Signal-averaged electrocardiography (ECG) helps to identify patients at risk for sustained ventricular tachycardia. Because this cardiac arrhythmia can be a precursor of sudden death after a myocardial infarction (MI), the results of signal-averaged ECG can allow appropriate preventive measures.1
Using a computer-based ECG, signal averaging detects low-amplitude signals or late electrical potentials, which reflect slow conduction or disorganized ventricular activity through abnormal or infarcted regions of the ventricles. The signal-averaged ECG is developed by recording the noise-free surface ECG in three specialized leads for several hundred beats. (See Placing electrodes for signal-averaged ECG.) Signal averaging enhances signals that would otherwise be missed because of increased amplitude and sensitivity to ventricular activity. For instance, on the standard 12-lead ECG, “noise” created by muscle tissue, electronic artifacts, and electrodes masks late potentials, which have a low amplitude. This procedure identifies the risk for sustained ventricular tachycardia in patients with malignant ventricular tachycardia, a history of MI, unexplained syncope, nonischemic congestive cardiomyopathy, or nonsustained ventricular tachycardia.

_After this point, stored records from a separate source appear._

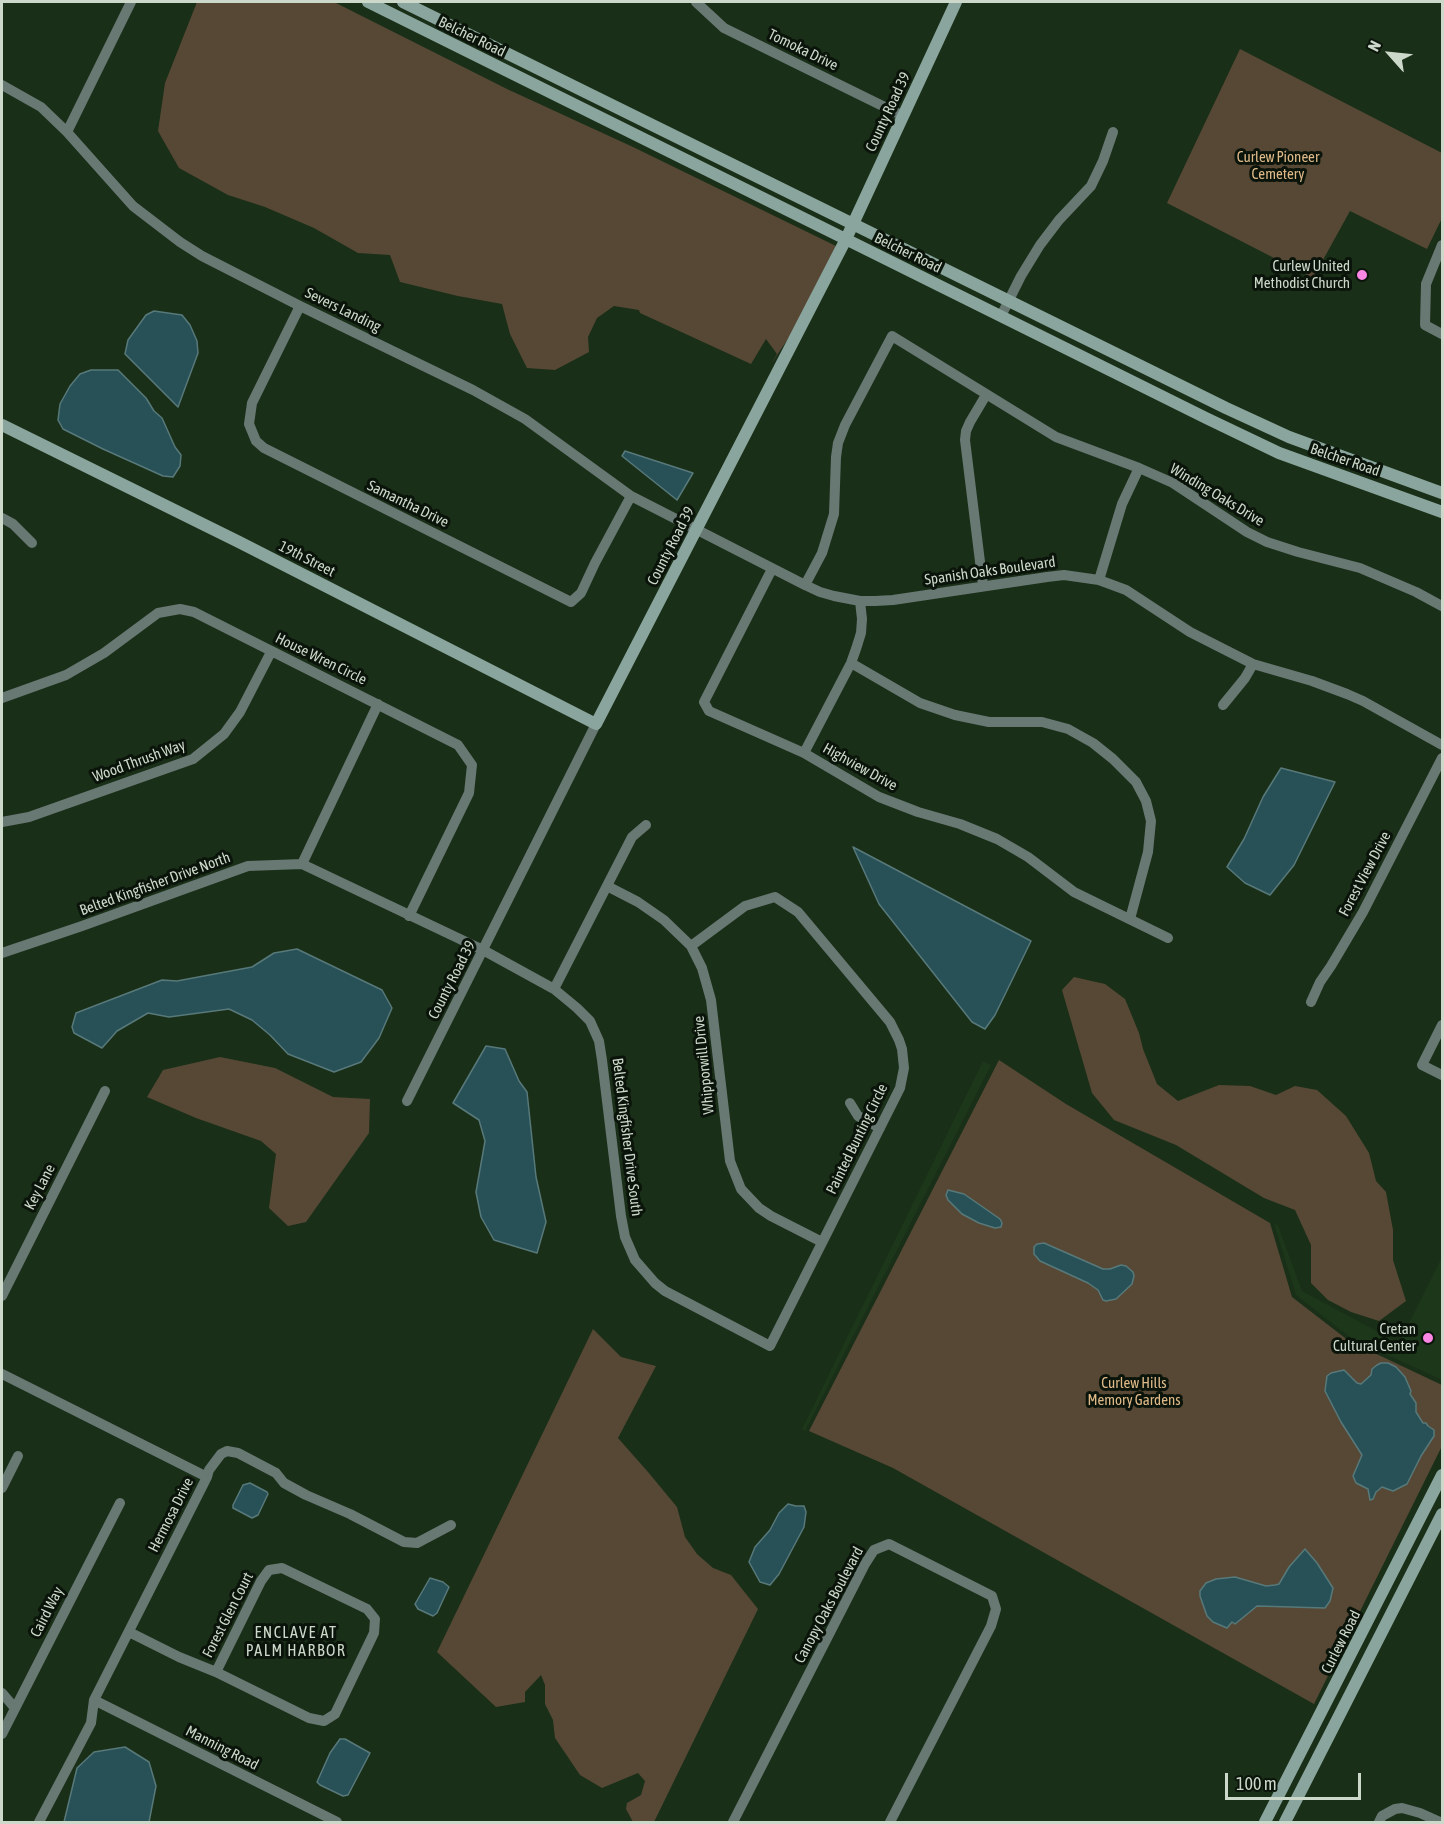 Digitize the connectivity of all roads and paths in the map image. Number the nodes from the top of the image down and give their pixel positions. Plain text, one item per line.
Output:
1 (131, 2) edge
2 (368, 2) edge
3 (403, 2) edge
4 (696, 2) edge
5 (956, 2) edge
6 (2, 85) edge
7 (903, 116) junction
8 (67, 132) junction
9 (1113, 132) dead end
10 (853, 224) junction
11 (846, 239) junction
12 (1443, 245) edge
13 (1008, 300) junction
14 (300, 306) junction
15 (1000, 316) junction
16 (1443, 334) edge
17 (986, 395) junction
18 (2, 425) edge
19 (1139, 468) junction
20 (1443, 493) edge
21 (631, 496) junction
22 (1443, 512) edge
23 (2, 518) edge
24 (697, 531) junction
25 (33, 543) dead end
26 (772, 569) junction
27 (1099, 580) junction
28 (805, 585) junction
29 (983, 586) junction
30 (860, 601) junction
31 (1443, 606) edge
32 (271, 652) junction
33 (850, 663) junction
34 (1253, 664) junction
35 (2, 698) edge
36 (378, 704) junction
37 (1223, 705) dead end
38 (596, 724) junction
39 (1443, 745) edge
40 (804, 753) junction
41 (1443, 758) edge
42 (2, 822) edge
43 (646, 825) dead end
44 (302, 864) junction
45 (607, 886) junction
46 (409, 916) junction
47 (1130, 919) junction
48 (1168, 938) dead end
49 (692, 946) junction
50 (483, 950) junction
51 (2, 953) edge
52 (554, 989) junction
53 (1311, 1002) dead end
54 (1443, 1025) edge
55 (1443, 1075) edge
56 (105, 1091) dead end
57 (407, 1101) dead end
58 (850, 1103) dead end
59 (880, 1128) junction
60 (822, 1242) junction
61 (2, 1296) edge
62 (770, 1346) joint
63 (2, 1374) edge
64 (18, 1456) dead end
65 (1443, 1475) edge
66 (207, 1477) junction
67 (2, 1488) edge
68 (120, 1503) dead end
69 (1443, 1514) edge
70 (451, 1525) dead end
71 (129, 1632) junction
72 (216, 1672) junction
73 (2, 1693) edge
74 (94, 1700) junction
75 (14, 1707) junction
76 (2, 1734) edge
77 (1280, 1794) junction
78 (39, 1822) edge
79 (337, 1822) edge
80 (733, 1822) edge
81 (890, 1822) edge
82 (1265, 1822) edge
83 (1274, 1822) edge
84 (1286, 1822) edge
85 (1379, 1822) edge
86 (1440, 1822) edge

1 - 8 street
2 - 11 main road, Belcher Road
3 - 10 main road, Belcher Road
4 - 7 street, Tomoka Drive
5 - 7 main road, County Road 39
6 - 8 street, Severs Landing
7 - 10 main road, County Road 39
8 - 14 street, Severs Landing
9 - 13 street
10 - 11 main road, County Road 39
10 - 13 main road, Belcher Road
11 - 15 main road, Belcher Road
11 - 24 main road, County Road 39
12 - 16 street
13 - 15 street
13 - 20 main road, Belcher Road
14 - 21 street, Severs Landing
14 - 21 street, Samantha Drive
15 - 22 main road, Belcher Road
17 - 19 street, Winding Oaks Drive
17 - 28 street, Winding Oaks Drive
17 - 29 street
18 - 38 main road, 19th Street
19 - 27 street
19 - 31 street, Winding Oaks Drive
21 - 24 street, Severs Landing
23 - 25 street
24 - 26 street, Spanish Oaks Boulevard
24 - 38 main road, County Road 39
26 - 28 street, Spanish Oaks Boulevard
26 - 40 street, Highview Drive
27 - 29 street, Spanish Oaks Boulevard
27 - 34 street, Spanish Oaks Boulevard
28 - 30 street, Spanish Oaks Boulevard
29 - 30 street, Spanish Oaks Boulevard
30 - 33 street
32 - 35 street, House Wren Circle
32 - 36 street, House Wren Circle
32 - 42 street, Wood Thrush Way
33 - 40 street
33 - 47 street
34 - 37 street
34 - 39 street, Spanish Oaks Boulevard
36 - 44 street
36 - 46 street, House Wren Circle
38 - 50 street, County Road 39
40 - 47 street, Highview Drive
41 - 53 street, Forest View Drive
43 - 45 street
44 - 46 street, Belted Kingfisher Drive North
44 - 51 street, Belted Kingfisher Drive North
45 - 49 street, Whipporwill Drive
45 - 52 street
46 - 50 street, Belted Kingfisher Drive North
47 - 48 street, Highview Drive
49 - 59 street, Painted Bunting Circle
49 - 60 street, Whipporwill Drive
50 - 52 street, Belted Kingfisher Drive South
50 - 57 street, County Road 39
52 - 62 street, Belted Kingfisher Drive South
54 - 55 street
56 - 61 street, Key Lane
58 - 59 street
59 - 60 street, Painted Bunting Circle
60 - 62 street, Painted Bunting Circle
63 - 66 street
64 - 67 street
65 - 77 main road, Curlew Road
66 - 70 street, Hermosa Drive
66 - 71 street, Hermosa Drive
68 - 75 street, Caird Way
69 - 84 main road
71 - 72 street, Forest Glen Court
71 - 74 street, Hermosa Drive
72 - 72 street, Forest Glen Court
73 - 75 street
74 - 78 street, Hermosa Drive
74 - 79 street, Manning Road
75 - 76 street, Caird Way
77 - 82 main road, Curlew Road
77 - 83 main road
80 - 81 street, Canopy Oaks Boulevard
85 - 86 street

Signal-averaged ECG machine ▪ signal-averaged computer ▪ record of patient’s surface ECG for 200 to 300 QRS complexes ▪ three bipolar electrodes or leads ▪ Optional: moist cloth, soap, clippers, gloves.
Placing Electrodes for Signal-Averaged ECG
To prepare your patient for a signal-averaged electrocardiogram (ECG), place the electrodes in the X, Y, and Z orthogonal positions, as shown here. These positions bisect one another to provide a three-dimensional, composite view of ventricular activation.